Les élections pèsent sur l'esprit des Américains

À moins d'un mois du jour des élections, les candidats sillonnent le pays, les débats alimentent le feu politique du public et les fontaines à eau bouillonnent de discussions sur pour qui voter. Un récent sondage Gallup révèle que même en termes d'attention accrue commune autour des élections, le niveau actuel d'intérêt politique est vraiment exceptionnel.

Changement continu dans les opinions des États-Unis sur le sexe et le mariage

Les points de vue des Américains sur l'acceptabilité morale du comportement sexuel et du mariage ont considérablement changé au cours des 20 dernières années.


L'histoire mouvementée des débats présidentiels

Les débats américains ont beaucoup changé depuis l'époque où un avocat de l'Illinois tenait la nation en haleine avec ses arguments moraux contre l'esclavage.

C'était en 1858, et les arguments d'Abraham Lincoln, qui débattait de Stephen Douglas, n'ont pas permis à Lincoln de remporter le siège au Sénat qu'il recherchait. Néanmoins, les transcriptions ont été distribuées dans tout le pays et sont devenues un tremplin qui a fait entrer Lincoln à la Maison Blanche deux ans plus tard.

Ce n'est que plus d'un siècle plus tard, à partir de 1976, que des débats nationaux auront lieu pour chaque élection présidentielle. Le programme de cette année comprend trois débats entre les principaux partis candidats à la présidentielle et un entre leurs co-présidents vice-présidentiels.

Il y aura des changements en raison de la nouvelle pandémie de coronavirus. Les débats peuvent être plus importants que lors des courses précédentes, car les candidats ont eu moins d'occasions de participer à des événements de campagne typiques en raison de restrictions de santé publique.

Peinture d'un des débats d'Abraham Lincoln avec Stephen Douglas, le 18 septembre 1858 (Fotosearch/Getty Images)

Les différences avec les débats Lincoln-Douglas seront nombreuses : au lieu que chaque candidat parle pendant une heure ou plus à la fois pendant trois heures, les candidats d'aujourd'hui se relayeront au cours d'une séance de questions-réponses télévisée de 90 minutes animée par des journalistes. Au lieu que les transcriptions soient envoyées par télégraphe, des dizaines de millions de personnes regarderont les événements en direct, et les médias sociaux et la presse amplifieront à la fois les propos des candidats et les réactions des téléspectateurs, pendant et après les débats.

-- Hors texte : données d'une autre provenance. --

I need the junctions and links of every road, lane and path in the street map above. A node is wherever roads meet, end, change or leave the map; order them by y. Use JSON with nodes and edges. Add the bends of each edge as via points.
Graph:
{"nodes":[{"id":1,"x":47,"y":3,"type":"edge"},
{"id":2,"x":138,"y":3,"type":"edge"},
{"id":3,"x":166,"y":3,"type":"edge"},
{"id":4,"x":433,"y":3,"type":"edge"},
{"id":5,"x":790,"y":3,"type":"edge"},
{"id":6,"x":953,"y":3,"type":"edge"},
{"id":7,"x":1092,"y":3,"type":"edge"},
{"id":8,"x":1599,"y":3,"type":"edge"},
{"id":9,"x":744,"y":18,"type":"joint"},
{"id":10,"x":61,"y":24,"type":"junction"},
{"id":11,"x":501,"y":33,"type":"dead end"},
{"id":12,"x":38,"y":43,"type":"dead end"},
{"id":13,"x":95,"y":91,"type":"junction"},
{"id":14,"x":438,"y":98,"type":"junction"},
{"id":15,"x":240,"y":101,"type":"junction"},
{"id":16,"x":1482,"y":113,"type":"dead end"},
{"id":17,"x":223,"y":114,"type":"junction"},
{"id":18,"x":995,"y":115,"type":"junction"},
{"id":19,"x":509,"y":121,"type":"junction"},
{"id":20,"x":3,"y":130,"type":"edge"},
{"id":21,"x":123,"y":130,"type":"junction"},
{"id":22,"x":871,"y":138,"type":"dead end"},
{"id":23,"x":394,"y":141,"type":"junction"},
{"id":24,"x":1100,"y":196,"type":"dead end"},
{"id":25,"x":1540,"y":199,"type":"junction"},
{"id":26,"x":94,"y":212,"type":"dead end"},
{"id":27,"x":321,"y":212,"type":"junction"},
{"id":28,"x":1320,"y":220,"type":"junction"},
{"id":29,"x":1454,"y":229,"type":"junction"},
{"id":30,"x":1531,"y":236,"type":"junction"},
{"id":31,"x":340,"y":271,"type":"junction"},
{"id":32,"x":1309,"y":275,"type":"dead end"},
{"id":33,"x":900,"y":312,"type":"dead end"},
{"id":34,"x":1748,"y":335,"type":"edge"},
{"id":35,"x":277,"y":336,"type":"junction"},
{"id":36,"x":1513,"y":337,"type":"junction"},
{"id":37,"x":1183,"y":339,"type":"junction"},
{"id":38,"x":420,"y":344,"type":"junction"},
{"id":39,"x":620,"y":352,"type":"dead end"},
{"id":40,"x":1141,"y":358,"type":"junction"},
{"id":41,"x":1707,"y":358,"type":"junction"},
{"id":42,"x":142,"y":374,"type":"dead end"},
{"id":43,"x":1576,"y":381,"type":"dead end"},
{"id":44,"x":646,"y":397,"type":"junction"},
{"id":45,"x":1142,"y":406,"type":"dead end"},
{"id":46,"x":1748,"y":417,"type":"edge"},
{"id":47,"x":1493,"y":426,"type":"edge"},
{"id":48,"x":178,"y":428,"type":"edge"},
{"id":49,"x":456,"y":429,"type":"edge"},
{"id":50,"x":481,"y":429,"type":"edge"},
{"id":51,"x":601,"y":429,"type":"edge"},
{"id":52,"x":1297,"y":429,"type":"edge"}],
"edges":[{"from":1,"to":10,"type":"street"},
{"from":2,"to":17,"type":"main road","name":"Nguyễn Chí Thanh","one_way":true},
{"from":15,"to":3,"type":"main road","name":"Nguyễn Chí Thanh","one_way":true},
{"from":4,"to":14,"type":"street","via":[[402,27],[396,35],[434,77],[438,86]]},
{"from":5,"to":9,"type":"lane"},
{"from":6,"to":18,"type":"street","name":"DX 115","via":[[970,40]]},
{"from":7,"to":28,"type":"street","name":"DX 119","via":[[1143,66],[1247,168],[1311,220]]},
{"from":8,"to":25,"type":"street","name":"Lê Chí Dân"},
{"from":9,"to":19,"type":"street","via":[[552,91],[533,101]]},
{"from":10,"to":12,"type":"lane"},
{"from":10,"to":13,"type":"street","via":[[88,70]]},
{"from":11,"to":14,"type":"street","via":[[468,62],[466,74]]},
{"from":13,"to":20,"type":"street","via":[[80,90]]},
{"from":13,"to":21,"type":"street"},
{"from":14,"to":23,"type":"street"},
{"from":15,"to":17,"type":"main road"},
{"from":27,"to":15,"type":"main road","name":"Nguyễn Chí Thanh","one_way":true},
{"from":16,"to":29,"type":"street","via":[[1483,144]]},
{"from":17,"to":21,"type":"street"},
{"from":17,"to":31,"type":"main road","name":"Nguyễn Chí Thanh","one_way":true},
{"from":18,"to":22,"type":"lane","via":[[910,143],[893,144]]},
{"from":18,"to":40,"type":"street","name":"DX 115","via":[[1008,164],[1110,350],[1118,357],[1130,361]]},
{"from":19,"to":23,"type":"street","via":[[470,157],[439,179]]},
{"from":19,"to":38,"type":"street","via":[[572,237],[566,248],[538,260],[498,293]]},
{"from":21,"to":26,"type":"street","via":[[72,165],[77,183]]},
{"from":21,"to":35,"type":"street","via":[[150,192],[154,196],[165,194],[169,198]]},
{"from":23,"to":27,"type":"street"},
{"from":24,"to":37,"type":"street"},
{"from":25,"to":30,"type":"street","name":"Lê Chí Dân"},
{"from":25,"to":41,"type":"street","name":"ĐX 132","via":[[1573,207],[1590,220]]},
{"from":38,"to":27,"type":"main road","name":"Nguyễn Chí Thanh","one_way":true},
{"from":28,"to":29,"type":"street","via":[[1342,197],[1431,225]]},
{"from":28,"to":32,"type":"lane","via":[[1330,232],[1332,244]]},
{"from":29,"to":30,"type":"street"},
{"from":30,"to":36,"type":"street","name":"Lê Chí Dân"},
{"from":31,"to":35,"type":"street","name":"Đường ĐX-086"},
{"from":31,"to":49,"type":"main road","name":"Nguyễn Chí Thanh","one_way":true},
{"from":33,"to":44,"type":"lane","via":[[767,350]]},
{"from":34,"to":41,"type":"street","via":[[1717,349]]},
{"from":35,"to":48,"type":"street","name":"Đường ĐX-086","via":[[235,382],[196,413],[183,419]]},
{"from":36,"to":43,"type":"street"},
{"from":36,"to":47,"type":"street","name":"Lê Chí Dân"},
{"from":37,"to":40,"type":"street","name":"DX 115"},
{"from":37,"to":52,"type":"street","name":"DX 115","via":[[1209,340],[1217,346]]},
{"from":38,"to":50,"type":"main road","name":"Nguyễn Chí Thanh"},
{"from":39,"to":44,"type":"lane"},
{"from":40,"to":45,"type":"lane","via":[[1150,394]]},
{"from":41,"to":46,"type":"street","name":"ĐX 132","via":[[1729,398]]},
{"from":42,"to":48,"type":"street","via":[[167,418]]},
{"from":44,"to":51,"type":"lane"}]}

Les débats américains incluent généralement les candidats républicains et démocrates, mais pas les candidats représentant d'autres partis. Cependant, des candidats tiers/indépendants seront sur les bulletins de vote.

La Ligue non partisane des électrices a dirigé les débats pendant des années, mais en 1988, les chefs de parti ont pris le contrôle. Depuis lors, seuls les candidats bénéficiant d'un soutien substantiel dans les sondages publics ont été autorisés à débattre. Cela n'a généralement laissé que deux candidats sur scène chaque automne, bien que l'indépendant Ross Perot ait été inclus en 1992.